Understanding the Queuing System

The queuing system in a high-performance computing (HPC) environment manages and schedules computing tasks. Our HPC cluster uses the Slurm Workload Manager as our queuing system. This section aims to help you understand how the queuing system works and how to interact with it effectively.

When you submit a job via the commands srun or sbatch, it gets placed in the queue. The scheduler then assigns the resources you requested (e.g., number of CPUs, memory, and GPUs) to the job when they become available, according to the job’s priority and the available resources.

Scheduling Policies

Our cluster uses a fair-share scheduling policy. This means that usage is tracked for each user or group, and the system attempts to balance resource allocation over time. If a user or group has been using many resources, their job priority may be temporarily reduced to allow others to use the system. Conversely, users or groups that have used fewer resources will have their jobs prioritized.

Several factors determine job priority:

  • Fairshare: This is based on the historical resource usage of your group. The more resources your group has used, the lower your job’s priority becomes, and vice versa.

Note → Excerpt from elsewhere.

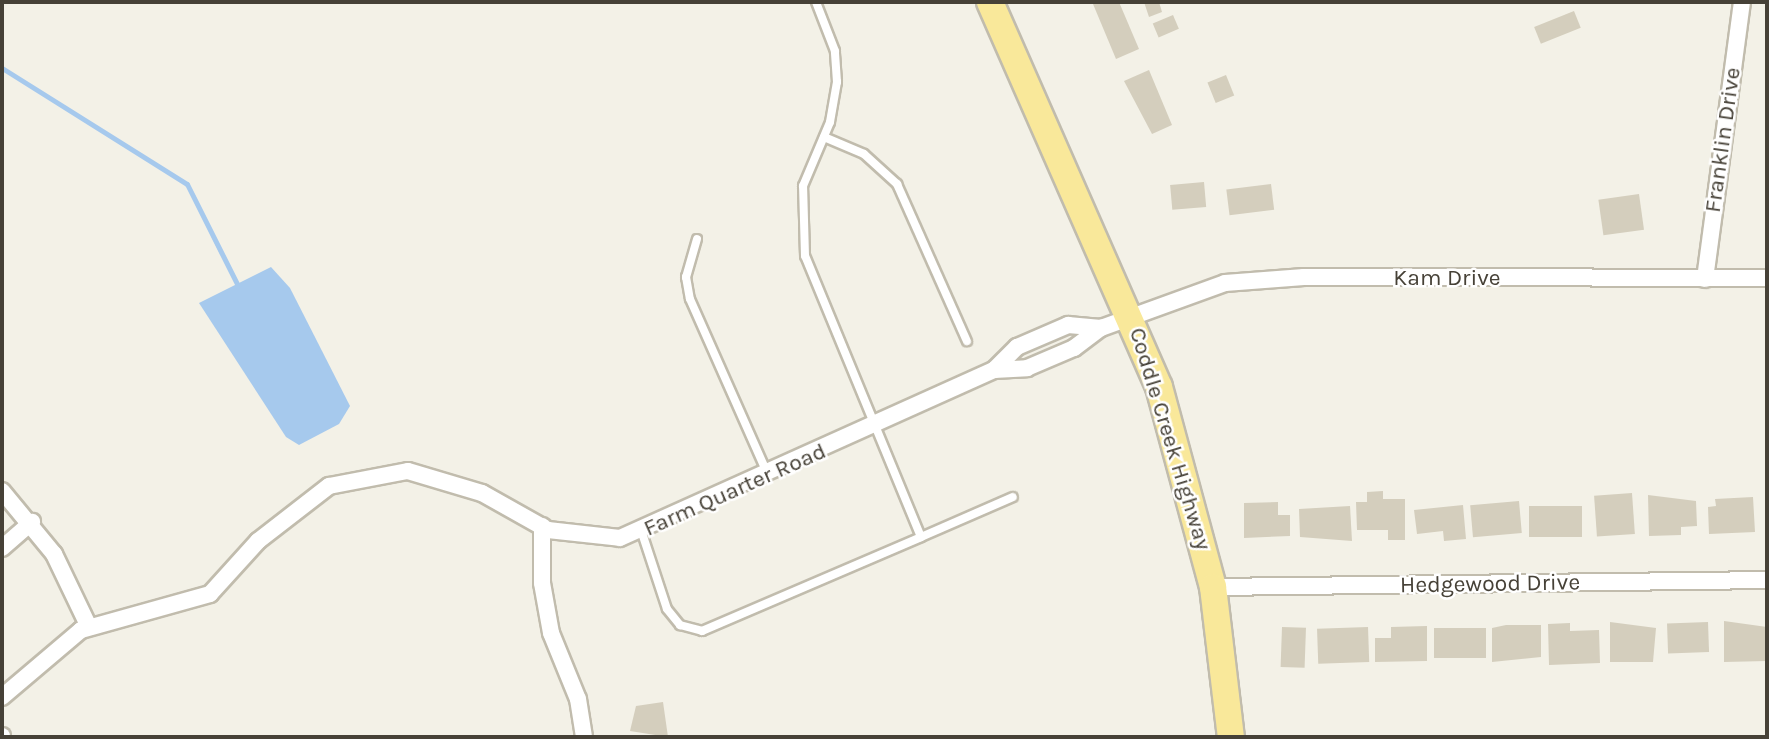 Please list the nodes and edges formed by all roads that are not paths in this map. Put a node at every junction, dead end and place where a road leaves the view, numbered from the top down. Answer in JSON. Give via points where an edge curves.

  • Job size: Smaller jobs (regarding requested nodes) typically have higher priority.

  • Queue wait time: The longer a job has been in the queue, the higher its priority becomes.

Important

  1. Request only the resources you need: Overestimating your job’s requirements can result in longer queue times.

  2. Break up large jobs: Large jobs tend to wait in the queue longer than small jobs. Break up large jobs into smaller ones.